### Records for this exercise
== Segment start ==
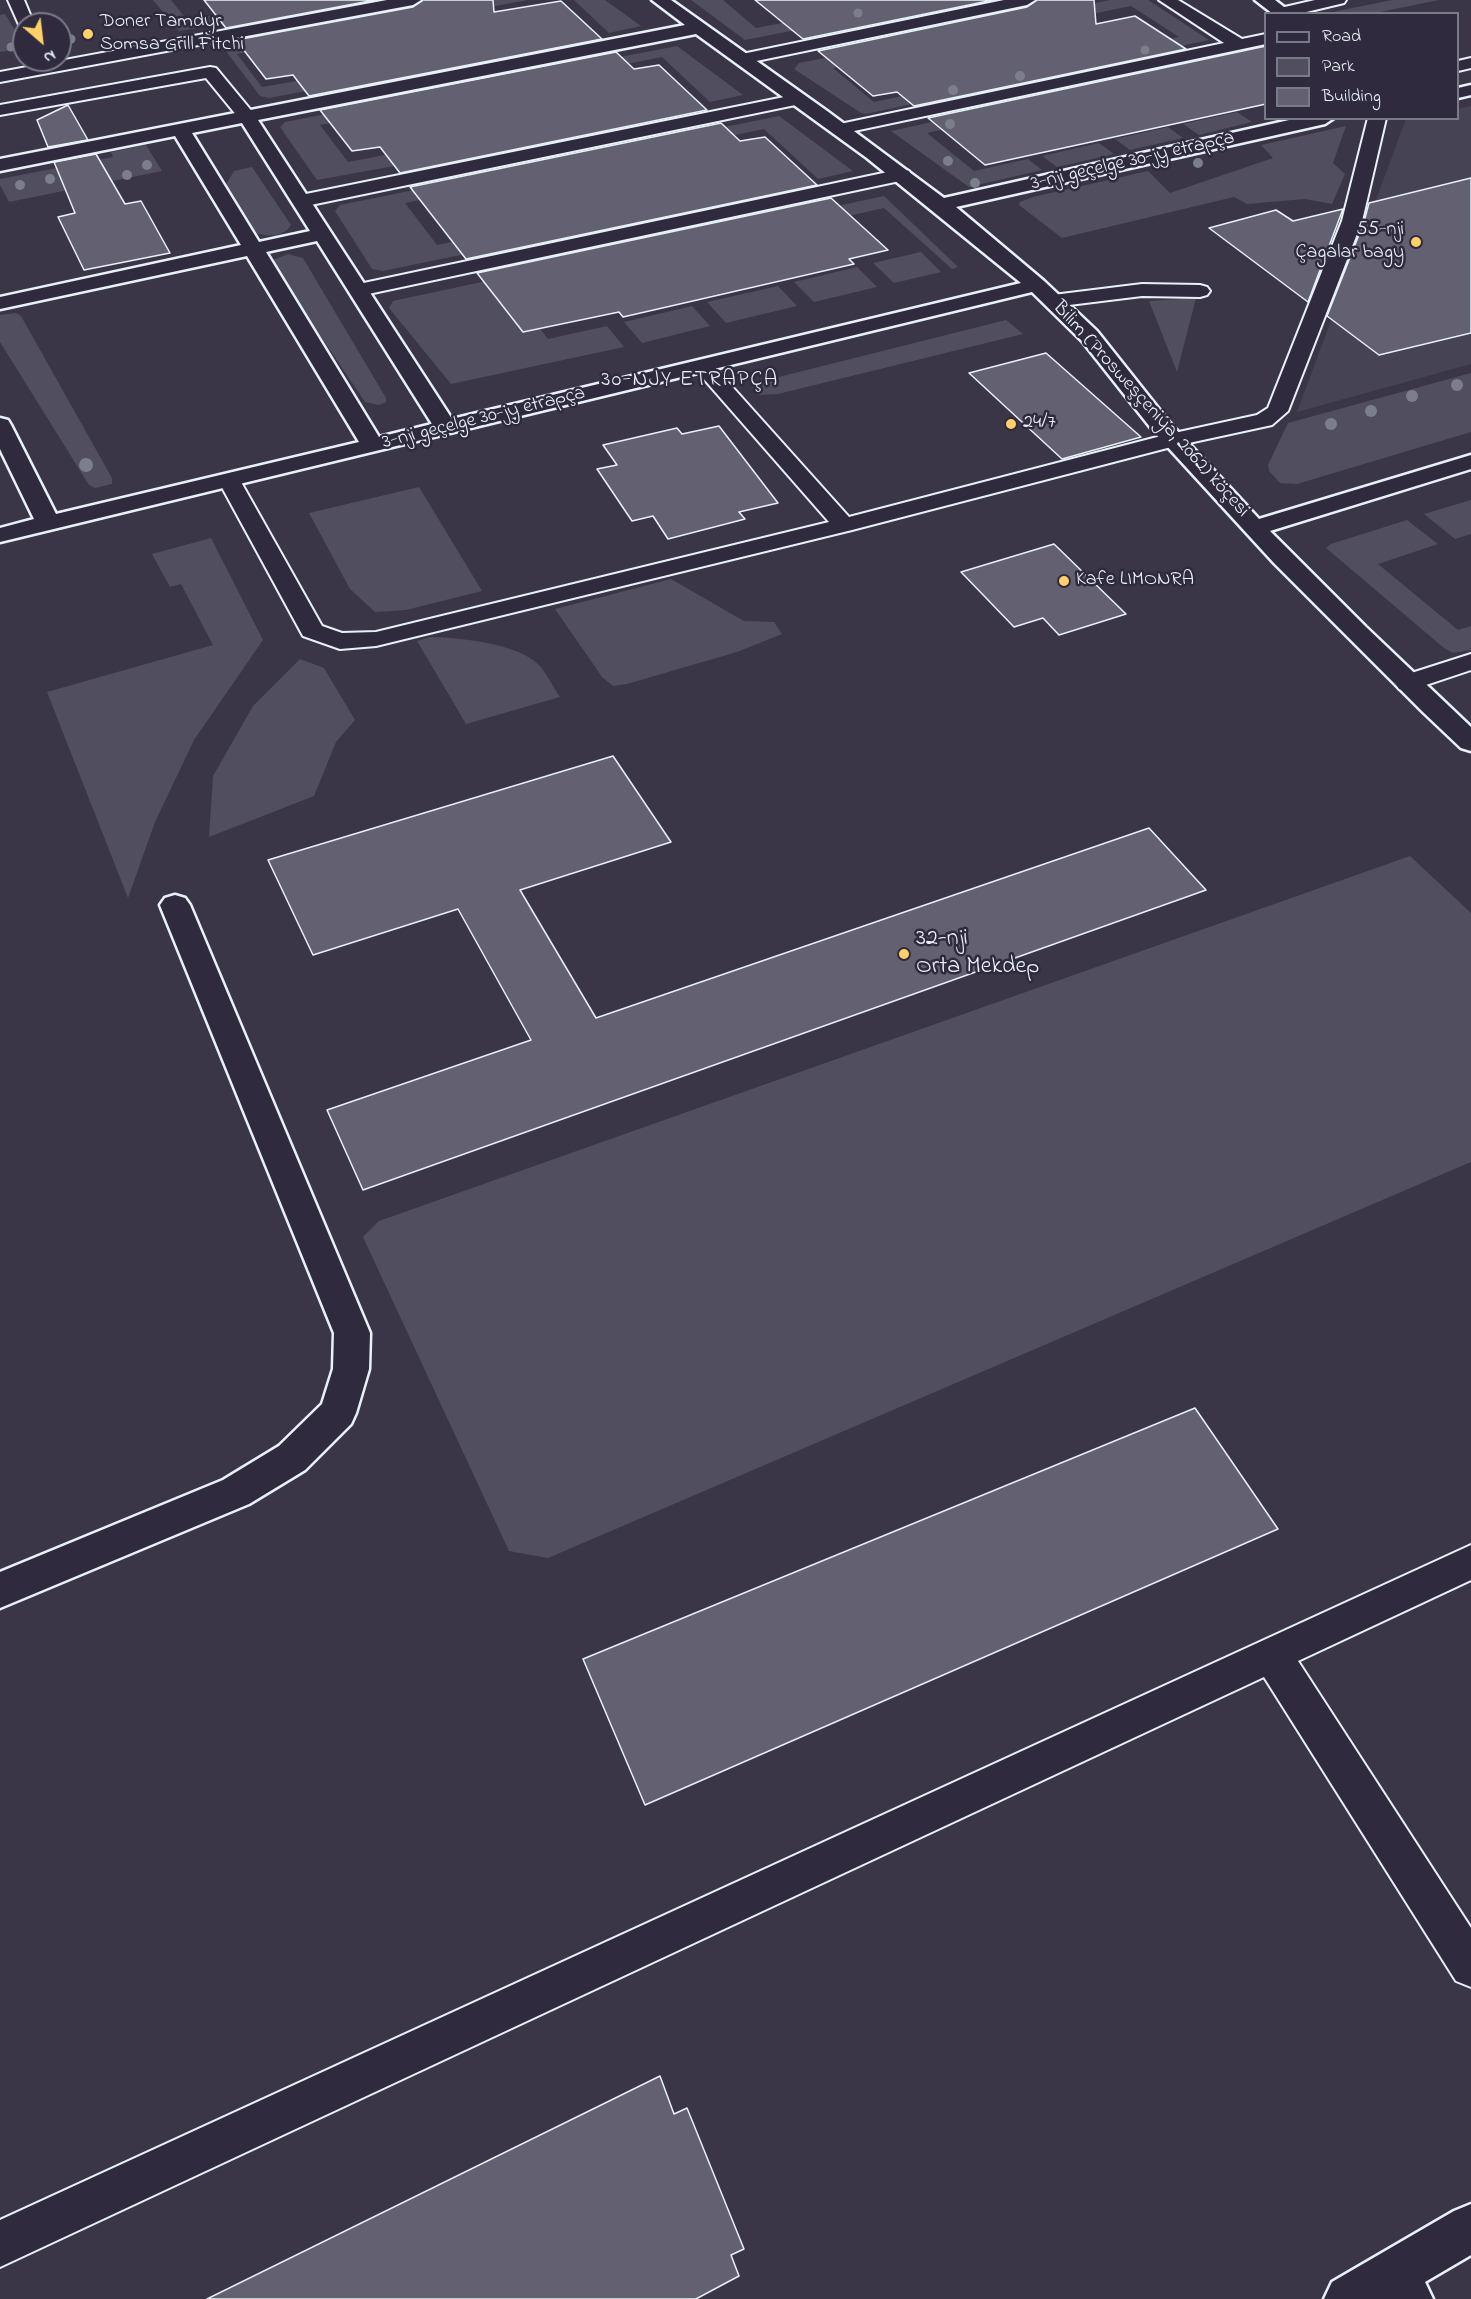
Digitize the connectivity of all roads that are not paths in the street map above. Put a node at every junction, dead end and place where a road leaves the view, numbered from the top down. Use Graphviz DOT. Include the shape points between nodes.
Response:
graph roads {
  1 [pos="413,0"];
  2 [pos="660,0"];
  3 [pos="1027,0"];
  4 [pos="1167,0"];
  5 [pos="1263,0"];
  6 [pos="1338,0"];
  7 [pos="1282,12"];
  8 [pos="1288,12"];
  9 [pos="698,28"];
  10 [pos="1264,39"];
  11 [pos="1239,44"];
  12 [pos="742,58"];
  13 [pos="72,60"];
  14 [pos="18,72"];
  15 [pos="0,77"];
  16 [pos="799,99"];
  17 [pos="0,110"];
  18 [pos="248,118"];
  19 [pos="1316,120"];
  20 [pos="1377,120"];
  21 [pos="840,129"];
  22 [pos="181,130"];
  23 [pos="0,165"];
  24 [pos="902,175"];
  25 [pos="301,201"];
  26 [pos="940,205"];
  27 [pos="323,234"];
  28 [pos="252,249"];
  29 [pos="1037,285"];
  30 [pos="358,290"];
  31 [pos="1200,291"];
  32 [pos="1053,301"];
  33 [pos="0,303"];
  34 [pos="703,366"];
  35 [pos="0,425"];
  36 [pos="447,429"];
  37 [pos="1173,440"];
  38 [pos="373,446"];
  39 [pos="1471,462"];
  40 [pos="229,480"];
  41 [pos="48,524"];
  42 [pos="844,525"];
  43 [pos="1254,528"];
  44 [pos="0,535"];
  45 [pos="1471,662"];
  46 [pos="1408,683"];
  47 [pos="1471,742"];
  48 [pos="175,905"];
  49 [pos="1471,1562"];
  50 [pos="0,1590"];
  51 [pos="1273,1656"];
  52 [pos="1471,1966"];
  53 [pos="1471,2228"];
  54 [pos="0,2244"];
  55 [pos="1400,2286"];
  56 [pos="1349,2299"];
  1 -- 13 [label="lane"];
  2 -- 9 [label="street, Bilim (Prosweşçeniýa, 2062) köçesi"];
  3 -- 12 [label="lane"];
  4 -- 11 [label="lane"];
  5 -- 7 [label="street"];
  6 -- 8 [label="lane"];
  9 -- 12 [label="street, Bilim (Prosweşçeniýa, 2062) köçesi"];
  9 -- 18 [label="street"];
  10 -- 11 [label="lane"];
  11 -- 21 [label="lane"];
  12 -- 16 [label="street, Bilim (Prosweşçeniýa, 2062) köçesi"];
  14 -- 15 [label="lane"];
  16 -- 21 [label="street, Bilim (Prosweşçeniýa, 2062) köçesi"];
  16 -- 25 [label="lane"];
  17 -- 18 [label="lane" via="210,72"];
  18 -- 22 [label="street"];
  18 -- 25 [label="street"];
  19 -- 26 [label="street, 3-nji geçelge 30-jy etrapça"];
  20 -- 37 [label="lane" via="1352,221 1277,411 1264,420"];
  21 -- 24 [label="street, Bilim (Prosweşçeniýa, 2062) köçesi"];
  22 -- 23 [label="street"];
  22 -- 28 [label="street"];
  24 -- 26 [label="street, Bilim (Prosweşçeniýa, 2062) köçesi"];
  24 -- 30 [label="lane"];
  25 -- 27 [label="street"];
  26 -- 29 [label="street, Bilim (Prosweşçeniýa, 2062) köçesi"];
  27 -- 28 [label="street"];
  27 -- 30 [label="street"];
  28 -- 33 [label="street"];
  28 -- 38 [label="street"];
  29 -- 32 [label="street, Bilim (Prosweşçeniýa, 2062) köçesi"];
  29 -- 34 [label="street, 3-nji geçelge 30-jy etrapça"];
  30 -- 36 [label="street"];
  31 -- 32 [label="lane" via="1142,290"];
  32 -- 37 [label="street, Bilim (Prosweşçeniýa, 2062) köçesi" via="1079,324"];
  34 -- 36 [label="street, 3-nji geçelge 30-jy etrapça"];
  34 -- 42 [label="lane"];
  35 -- 41 [label="street"];
  36 -- 38 [label="street, 3-nji geçelge 30-jy etrapça"];
  37 -- 42 [label="lane"];
  37 -- 43 [label="street, Bilim (Prosweşçeniýa, 2062) köçesi"];
  38 -- 40 [label="street, 3-nji geçelge 30-jy etrapça"];
  39 -- 43 [label="street"];
  40 -- 41 [label="street, 3-nji geçelge 30-jy etrapça"];
  40 -- 42 [label="lane" via="312,631 340,641 376,639"];
  41 -- 44 [label="street, 3-nji geçelge 30-jy etrapça"];
  43 -- 46 [label="street, Bilim (Prosweşçeniýa, 2062) köçesi"];
  45 -- 46 [label="lane"];
  46 -- 47 [label="street, Bilim (Prosweşçeniýa, 2062) köçesi"];
  48 -- 50 [label="street" via="352,1333 351,1369 338,1413 292,1458 236,1492"];
  49 -- 51 [label="lane"];
  51 -- 52 [label="lane"];
  51 -- 54 [label="lane"];
  53 -- 55 [label="street"];
  55 -- 56 [label="street"];
}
== Segment end ==
### Exercise aim
Search the material for the string "Prosweşçeniýa" and return each line that has it.

### Response to this task
  2 -- 9 [label="street, Bilim (Prosweşçeniýa, 2062) köçesi"];
  9 -- 12 [label="street, Bilim (Prosweşçeniýa, 2062) köçesi"];
  12 -- 16 [label="street, Bilim (Prosweşçeniýa, 2062) köçesi"];
  16 -- 21 [label="street, Bilim (Prosweşçeniýa, 2062) köçesi"];
  21 -- 24 [label="street, Bilim (Prosweşçeniýa, 2062) köçesi"];
  24 -- 26 [label="street, Bilim (Prosweşçeniýa, 2062) köçesi"];
  26 -- 29 [label="street, Bilim (Prosweşçeniýa, 2062) köçesi"];
  29 -- 32 [label="street, Bilim (Prosweşçeniýa, 2062) köçesi"];
  32 -- 37 [label="street, Bilim (Prosweşçeniýa, 2062) köçesi" via="1079,324"];
  37 -- 43 [label="street, Bilim (Prosweşçeniýa, 2062) köçesi"];
  43 -- 46 [label="street, Bilim (Prosweşçeniýa, 2062) köçesi"];
  46 -- 47 [label="street, Bilim (Prosweşçeniýa, 2062) köçesi"];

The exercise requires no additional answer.